新学習指導要領の「主体的・対話的で深い学び」、「社会に開かれた教育課程」、「教科間連携」を取り入れた具体的な事例を、篠田氏、仲田氏にお伺いしました。篠田氏は、「現代社会や政治・経済を生徒が学んだときにどんな分野でも、お金の流れに触れざるを得ません。お金の流れを見れば、いろいろなことが見えてくることを生徒自身が知る。自分がどのような社会にいて、どのように生きることが望ましいのかを知る。大切なことはまず、教師と生徒が信頼関係を築くことで、生徒同士が学び合える場(チャンス)をどうつくるか。

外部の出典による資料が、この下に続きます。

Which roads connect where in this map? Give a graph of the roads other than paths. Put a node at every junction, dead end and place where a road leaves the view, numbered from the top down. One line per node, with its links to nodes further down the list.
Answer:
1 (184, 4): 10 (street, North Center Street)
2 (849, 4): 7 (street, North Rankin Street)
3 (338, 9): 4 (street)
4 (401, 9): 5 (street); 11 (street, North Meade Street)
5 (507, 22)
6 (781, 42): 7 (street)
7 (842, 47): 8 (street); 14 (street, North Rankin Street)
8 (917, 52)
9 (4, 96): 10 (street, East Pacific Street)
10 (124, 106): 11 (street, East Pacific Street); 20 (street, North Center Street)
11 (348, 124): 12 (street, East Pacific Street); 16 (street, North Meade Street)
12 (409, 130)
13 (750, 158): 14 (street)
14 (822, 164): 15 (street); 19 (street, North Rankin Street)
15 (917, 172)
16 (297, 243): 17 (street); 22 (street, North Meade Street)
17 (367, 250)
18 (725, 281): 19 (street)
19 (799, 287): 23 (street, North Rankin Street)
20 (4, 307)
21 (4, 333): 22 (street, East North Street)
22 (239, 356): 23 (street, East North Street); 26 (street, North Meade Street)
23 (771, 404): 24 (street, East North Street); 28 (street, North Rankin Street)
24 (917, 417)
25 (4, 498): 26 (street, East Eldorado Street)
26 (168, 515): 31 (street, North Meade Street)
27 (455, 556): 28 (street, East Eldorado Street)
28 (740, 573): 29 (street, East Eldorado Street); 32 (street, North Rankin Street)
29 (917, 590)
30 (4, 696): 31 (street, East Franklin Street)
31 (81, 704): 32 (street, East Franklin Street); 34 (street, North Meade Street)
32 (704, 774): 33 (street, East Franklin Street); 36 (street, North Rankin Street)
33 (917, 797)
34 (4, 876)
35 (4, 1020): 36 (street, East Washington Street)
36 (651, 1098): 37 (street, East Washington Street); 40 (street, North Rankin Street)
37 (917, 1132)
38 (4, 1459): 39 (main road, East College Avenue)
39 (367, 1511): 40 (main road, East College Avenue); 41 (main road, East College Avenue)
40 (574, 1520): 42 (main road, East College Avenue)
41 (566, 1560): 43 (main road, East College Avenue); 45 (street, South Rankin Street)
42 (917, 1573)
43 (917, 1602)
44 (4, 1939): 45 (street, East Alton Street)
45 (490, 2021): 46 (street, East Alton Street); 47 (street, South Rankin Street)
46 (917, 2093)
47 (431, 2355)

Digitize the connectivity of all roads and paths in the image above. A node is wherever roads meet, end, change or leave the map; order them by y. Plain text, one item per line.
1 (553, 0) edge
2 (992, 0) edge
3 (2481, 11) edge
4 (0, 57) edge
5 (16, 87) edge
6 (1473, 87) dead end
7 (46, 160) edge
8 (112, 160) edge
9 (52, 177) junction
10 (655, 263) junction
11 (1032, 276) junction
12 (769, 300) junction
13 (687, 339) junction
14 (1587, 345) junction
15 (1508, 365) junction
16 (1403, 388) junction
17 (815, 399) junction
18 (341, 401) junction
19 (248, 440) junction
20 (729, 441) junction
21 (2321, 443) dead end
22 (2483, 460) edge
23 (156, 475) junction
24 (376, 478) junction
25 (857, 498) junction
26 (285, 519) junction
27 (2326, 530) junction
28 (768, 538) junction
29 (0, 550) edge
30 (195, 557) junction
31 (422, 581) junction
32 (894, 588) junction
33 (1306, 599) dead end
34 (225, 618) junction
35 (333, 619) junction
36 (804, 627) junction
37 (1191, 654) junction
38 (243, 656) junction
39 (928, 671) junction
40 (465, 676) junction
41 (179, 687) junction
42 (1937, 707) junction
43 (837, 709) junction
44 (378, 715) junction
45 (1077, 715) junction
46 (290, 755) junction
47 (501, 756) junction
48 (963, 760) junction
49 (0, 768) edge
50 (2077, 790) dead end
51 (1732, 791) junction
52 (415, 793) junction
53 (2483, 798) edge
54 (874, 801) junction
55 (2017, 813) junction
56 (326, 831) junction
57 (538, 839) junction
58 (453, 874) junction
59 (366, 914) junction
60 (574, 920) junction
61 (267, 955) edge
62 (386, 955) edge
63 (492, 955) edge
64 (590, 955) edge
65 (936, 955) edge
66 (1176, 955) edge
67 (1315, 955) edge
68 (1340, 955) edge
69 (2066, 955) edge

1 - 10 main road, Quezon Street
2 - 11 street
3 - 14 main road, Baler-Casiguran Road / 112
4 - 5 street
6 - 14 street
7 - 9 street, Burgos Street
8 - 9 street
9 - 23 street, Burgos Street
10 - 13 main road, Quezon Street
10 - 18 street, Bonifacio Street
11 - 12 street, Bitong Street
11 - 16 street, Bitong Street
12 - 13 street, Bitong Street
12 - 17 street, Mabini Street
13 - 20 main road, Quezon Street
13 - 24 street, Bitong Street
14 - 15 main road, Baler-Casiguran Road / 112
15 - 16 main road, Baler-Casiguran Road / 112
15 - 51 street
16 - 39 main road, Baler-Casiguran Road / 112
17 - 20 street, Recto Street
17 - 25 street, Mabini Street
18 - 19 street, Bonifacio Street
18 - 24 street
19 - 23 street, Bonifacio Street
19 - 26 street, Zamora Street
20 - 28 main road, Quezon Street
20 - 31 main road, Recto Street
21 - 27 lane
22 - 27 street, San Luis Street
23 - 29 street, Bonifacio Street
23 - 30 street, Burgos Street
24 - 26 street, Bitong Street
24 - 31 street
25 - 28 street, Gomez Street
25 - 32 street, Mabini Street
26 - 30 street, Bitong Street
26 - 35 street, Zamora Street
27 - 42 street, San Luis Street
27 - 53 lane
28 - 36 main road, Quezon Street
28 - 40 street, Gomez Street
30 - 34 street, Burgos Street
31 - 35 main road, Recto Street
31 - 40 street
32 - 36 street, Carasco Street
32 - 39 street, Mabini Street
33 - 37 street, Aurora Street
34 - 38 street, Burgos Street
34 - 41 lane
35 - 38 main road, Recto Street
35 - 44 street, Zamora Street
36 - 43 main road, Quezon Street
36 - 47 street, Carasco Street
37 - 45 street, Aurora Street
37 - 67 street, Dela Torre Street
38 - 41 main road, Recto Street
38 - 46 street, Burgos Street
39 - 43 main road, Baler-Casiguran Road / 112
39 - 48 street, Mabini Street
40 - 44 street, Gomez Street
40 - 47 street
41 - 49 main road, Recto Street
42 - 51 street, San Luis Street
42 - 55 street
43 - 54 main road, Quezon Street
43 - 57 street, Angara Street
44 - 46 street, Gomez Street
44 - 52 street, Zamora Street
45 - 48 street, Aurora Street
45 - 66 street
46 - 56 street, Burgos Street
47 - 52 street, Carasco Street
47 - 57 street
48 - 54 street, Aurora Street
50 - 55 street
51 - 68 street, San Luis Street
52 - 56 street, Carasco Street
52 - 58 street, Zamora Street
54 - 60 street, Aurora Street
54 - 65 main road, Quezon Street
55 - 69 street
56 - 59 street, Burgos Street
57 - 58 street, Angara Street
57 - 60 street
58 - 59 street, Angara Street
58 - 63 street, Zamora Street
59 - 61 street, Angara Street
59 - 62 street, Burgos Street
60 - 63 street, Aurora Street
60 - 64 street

そこは教師の腕の見せどころになります」と述べられました。仲田氏は、「公民科の先生方との勉強会に出席した際に、『8日間はクーリングオフできるから大丈夫、という教え方はしないでください』と話す先生がいました。これは家庭科では意識してこなかった部分で、クーリングオフや未成年契約取消しは例外規定であることなど正確な知識が不可欠であることを再認識しました」と語られました。
最後に、新学習指導要領では公民科に新科目「公共」が設けられることについて、樋口氏は、「従来の公民科とどの部分が違うのですかと聞かれれば、「社会に参画する自立した主体を育てる」、「他者と協働して社会をつくる」の部分がキーワードになるかもしれません。公民科の学習で「公共」を学ぶわけですが、家庭科の学習に繋がっている部分があると思います。契約、消費者の権利に関する部分を家庭科と連携すれば、非常にダイナミックですね」と述べられました。大杉氏は、「自立した個人が、より良い判断ができる子どもを育てよう、というのが新科目「公共」のねらいです。もっとも考えなくてはいけないのは、判断の妥当性や正しさは何なのかについてですが、金融教育はその判断の妥当性を求めるときの枠組みを示してくれているのではないかと思います」と結ばれました。